William released the statement at the end of an eight-day tour with his wife Kate to Belize, Jamaica and the Bahamas that included protests and calls for reparations payments by Britain and an apology for slavery.
Some British and international media have also criticised some images from the tour, such as the royals shaking hands with Jamaican children through wire fences and standing on an open-top vehicle to observe a military parade that recreated an image of Queen Elizabeth doing the same thing in the 1950s.
"I know that this tour has brought into even sharper focus questions about the past and the future," William said. "In Belize, Jamaica and the Bahamas, that future is for the people to decide upon."
William, second in line to the British throne, had travelled to the Caribbean with Kate to mark Queen Elizabeth's 70 years as monarch. But it came as some countries consider cutting ties with the British monarchy and after Barbados dropped the 95-year-old queen as head of state and became a republic.

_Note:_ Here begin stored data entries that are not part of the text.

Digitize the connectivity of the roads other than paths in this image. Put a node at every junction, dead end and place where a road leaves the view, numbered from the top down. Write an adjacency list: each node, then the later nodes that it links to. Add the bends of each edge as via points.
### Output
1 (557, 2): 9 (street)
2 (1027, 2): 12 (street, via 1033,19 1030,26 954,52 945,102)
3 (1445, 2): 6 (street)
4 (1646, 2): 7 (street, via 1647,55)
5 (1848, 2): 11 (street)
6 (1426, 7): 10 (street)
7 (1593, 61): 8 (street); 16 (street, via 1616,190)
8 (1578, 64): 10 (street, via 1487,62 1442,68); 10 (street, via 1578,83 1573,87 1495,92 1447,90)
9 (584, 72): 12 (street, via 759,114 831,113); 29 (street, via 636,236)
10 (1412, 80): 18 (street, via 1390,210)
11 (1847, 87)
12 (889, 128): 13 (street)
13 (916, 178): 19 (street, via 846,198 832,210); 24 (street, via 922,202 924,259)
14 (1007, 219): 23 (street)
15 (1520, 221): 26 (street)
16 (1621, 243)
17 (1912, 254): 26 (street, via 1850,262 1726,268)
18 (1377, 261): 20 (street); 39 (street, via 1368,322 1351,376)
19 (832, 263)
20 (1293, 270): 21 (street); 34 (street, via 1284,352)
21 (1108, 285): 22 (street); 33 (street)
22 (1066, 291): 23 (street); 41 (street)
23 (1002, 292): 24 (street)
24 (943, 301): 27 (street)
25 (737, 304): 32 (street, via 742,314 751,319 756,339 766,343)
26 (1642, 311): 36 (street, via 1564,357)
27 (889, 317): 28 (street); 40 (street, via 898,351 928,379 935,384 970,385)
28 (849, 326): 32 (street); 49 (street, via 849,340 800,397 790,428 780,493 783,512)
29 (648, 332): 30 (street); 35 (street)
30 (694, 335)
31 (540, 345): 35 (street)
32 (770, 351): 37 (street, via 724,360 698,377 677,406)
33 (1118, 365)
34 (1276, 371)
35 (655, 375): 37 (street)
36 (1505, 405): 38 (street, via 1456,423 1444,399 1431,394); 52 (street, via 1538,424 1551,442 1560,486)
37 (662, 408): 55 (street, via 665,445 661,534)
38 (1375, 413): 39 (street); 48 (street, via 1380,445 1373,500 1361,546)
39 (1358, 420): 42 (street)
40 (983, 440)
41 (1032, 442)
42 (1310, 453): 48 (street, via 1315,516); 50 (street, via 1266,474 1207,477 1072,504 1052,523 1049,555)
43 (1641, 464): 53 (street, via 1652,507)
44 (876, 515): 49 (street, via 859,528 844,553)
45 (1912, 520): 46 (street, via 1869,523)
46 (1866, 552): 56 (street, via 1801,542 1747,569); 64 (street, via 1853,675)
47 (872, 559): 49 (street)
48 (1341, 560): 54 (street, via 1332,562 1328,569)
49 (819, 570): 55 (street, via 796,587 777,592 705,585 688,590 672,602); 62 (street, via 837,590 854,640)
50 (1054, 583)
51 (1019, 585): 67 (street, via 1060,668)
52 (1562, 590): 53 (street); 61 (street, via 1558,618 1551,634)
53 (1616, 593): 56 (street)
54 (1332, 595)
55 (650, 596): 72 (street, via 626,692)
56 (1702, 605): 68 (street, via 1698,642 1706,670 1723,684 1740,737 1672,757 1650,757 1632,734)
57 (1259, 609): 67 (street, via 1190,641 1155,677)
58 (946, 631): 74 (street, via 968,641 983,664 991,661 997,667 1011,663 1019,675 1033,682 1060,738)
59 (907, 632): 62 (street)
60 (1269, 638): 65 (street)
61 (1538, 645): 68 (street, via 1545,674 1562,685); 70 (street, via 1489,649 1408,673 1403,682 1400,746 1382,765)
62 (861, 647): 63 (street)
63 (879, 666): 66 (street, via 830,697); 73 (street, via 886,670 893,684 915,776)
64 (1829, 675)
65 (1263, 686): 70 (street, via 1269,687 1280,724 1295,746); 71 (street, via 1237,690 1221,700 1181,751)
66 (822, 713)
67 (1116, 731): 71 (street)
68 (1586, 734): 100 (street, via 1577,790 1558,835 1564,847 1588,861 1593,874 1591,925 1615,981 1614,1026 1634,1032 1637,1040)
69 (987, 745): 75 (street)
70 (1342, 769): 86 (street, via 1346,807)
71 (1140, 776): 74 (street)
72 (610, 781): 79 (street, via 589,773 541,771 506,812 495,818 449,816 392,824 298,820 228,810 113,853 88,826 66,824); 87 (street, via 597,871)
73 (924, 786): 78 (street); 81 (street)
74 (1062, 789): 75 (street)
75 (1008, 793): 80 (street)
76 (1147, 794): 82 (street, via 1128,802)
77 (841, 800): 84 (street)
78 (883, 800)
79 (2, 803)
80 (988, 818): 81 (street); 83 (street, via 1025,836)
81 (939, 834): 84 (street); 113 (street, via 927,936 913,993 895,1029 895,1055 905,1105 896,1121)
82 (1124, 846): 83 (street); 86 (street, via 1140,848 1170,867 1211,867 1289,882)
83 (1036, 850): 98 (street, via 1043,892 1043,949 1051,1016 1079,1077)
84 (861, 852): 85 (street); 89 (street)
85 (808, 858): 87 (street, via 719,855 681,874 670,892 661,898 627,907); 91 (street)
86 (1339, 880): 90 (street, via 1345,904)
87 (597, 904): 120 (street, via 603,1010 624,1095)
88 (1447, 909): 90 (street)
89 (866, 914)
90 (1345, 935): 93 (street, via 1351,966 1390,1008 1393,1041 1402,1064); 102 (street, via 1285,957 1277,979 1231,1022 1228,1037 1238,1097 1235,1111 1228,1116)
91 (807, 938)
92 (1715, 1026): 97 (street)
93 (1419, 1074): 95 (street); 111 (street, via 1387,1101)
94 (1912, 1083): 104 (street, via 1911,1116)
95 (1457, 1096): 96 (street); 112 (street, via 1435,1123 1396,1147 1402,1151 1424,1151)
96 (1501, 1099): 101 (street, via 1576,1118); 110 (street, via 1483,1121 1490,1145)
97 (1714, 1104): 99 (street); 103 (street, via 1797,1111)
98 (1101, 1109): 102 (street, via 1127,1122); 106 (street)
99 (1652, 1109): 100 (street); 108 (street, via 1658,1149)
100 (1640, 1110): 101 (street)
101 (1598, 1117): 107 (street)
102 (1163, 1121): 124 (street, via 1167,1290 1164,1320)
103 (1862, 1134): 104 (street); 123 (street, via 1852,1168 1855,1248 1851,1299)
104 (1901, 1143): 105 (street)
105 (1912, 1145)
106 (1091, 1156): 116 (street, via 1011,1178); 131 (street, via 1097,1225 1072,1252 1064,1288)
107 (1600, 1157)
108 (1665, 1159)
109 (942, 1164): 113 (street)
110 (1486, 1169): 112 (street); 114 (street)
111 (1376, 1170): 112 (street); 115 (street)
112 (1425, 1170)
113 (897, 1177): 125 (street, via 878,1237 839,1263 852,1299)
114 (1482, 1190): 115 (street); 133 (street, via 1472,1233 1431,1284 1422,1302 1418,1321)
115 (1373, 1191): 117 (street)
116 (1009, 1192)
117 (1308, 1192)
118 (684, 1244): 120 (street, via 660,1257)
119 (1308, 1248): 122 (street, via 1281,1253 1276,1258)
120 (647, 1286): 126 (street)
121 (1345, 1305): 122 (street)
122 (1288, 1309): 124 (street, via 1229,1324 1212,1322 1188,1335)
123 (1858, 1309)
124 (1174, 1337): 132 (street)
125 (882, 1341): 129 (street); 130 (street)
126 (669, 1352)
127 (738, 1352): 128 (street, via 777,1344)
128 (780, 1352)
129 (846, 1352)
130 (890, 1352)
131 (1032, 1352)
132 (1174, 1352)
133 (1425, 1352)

William, whose official title is Duke of Cambridge, said he and his wife wanted to serve.
"For us that's not telling people what to do. It is about serving and supporting them in whatever way they think best, by using the platform we are lucky to have."
He added that he was also not thinking about who would lead the Commonwealth of Nations, a group of 54 countries, almost all of which are former colonies of the United Kingdom, which is primarily focused on promoting democracy and development.
The queen is the head of the Commonwealth and while the role is not hereditary, it will pass to William's father and heir to the throne, Prince Charles.